| AVAILABLE DATA |
──────────────────────────────

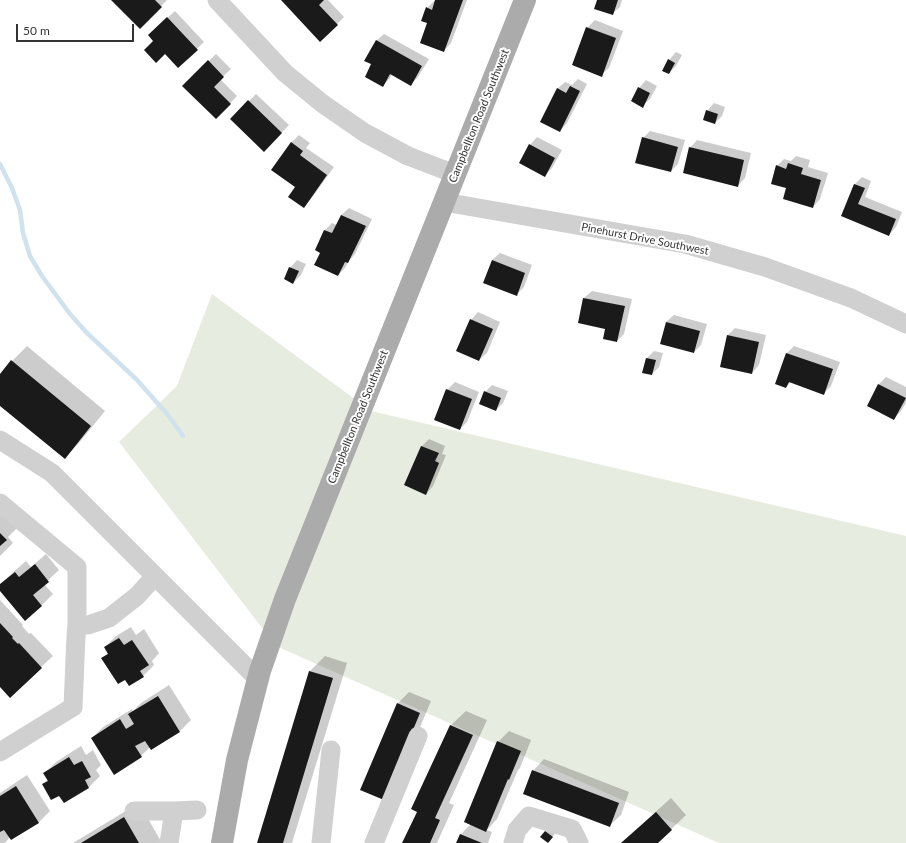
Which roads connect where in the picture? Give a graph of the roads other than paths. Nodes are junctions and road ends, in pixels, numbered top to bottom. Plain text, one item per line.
1 (217, 0) edge
2 (525, 0) edge
3 (455, 174) junction
4 (444, 202) junction
5 (906, 324) edge
6 (0, 440) edge
7 (0, 503) edge
8 (155, 576) junction
9 (77, 624) junction
10 (258, 678) junction
11 (418, 736) dead end
12 (331, 750) dead end
13 (0, 752) edge
14 (197, 810) dead end
15 (134, 811) dead end
16 (174, 811) junction
17 (169, 843) edge
18 (222, 843) edge
19 (321, 843) edge
20 (374, 843) edge
21 (513, 843) edge
22 (579, 843) edge

1 - 3 street
2 - 3 main road, Campbellton Road Southwest
3 - 4 main road, Campbellton Road Southwest
4 - 5 street, Pinehurst Drive Southwest
4 - 10 main road, Campbellton Road Southwest
6 - 8 street
7 - 9 street
8 - 9 street
8 - 10 street
9 - 13 street
10 - 18 main road, Campbellton Road Southwest
11 - 20 street
12 - 19 street
14 - 16 street
15 - 16 street
16 - 17 street
21 - 22 street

──────────────────────────────

| TASK REQUIREMENTS |
The copy must match the listing above exactly but contain no pictures.

| OUTPUT FOR THIS TASK |
Which roads connect where in the picture? Give a graph of the roads other than paths. Nodes are junctions and road ends, in pixels, numbered top to bottom. Plain text, one item per line.
1 (217, 0) edge
2 (525, 0) edge
3 (455, 174) junction
4 (444, 202) junction
5 (906, 324) edge
6 (0, 440) edge
7 (0, 503) edge
8 (155, 576) junction
9 (77, 624) junction
10 (258, 678) junction
11 (418, 736) dead end
12 (331, 750) dead end
13 (0, 752) edge
14 (197, 810) dead end
15 (134, 811) dead end
16 (174, 811) junction
17 (169, 843) edge
18 (222, 843) edge
19 (321, 843) edge
20 (374, 843) edge
21 (513, 843) edge
22 (579, 843) edge

1 - 3 street
2 - 3 main road, Campbellton Road Southwest
3 - 4 main road, Campbellton Road Southwest
4 - 5 street, Pinehurst Drive Southwest
4 - 10 main road, Campbellton Road Southwest
6 - 8 street
7 - 9 street
8 - 9 street
8 - 10 street
9 - 13 street
10 - 18 main road, Campbellton Road Southwest
11 - 20 street
12 - 19 street
14 - 16 street
15 - 16 street
16 - 17 street
21 - 22 street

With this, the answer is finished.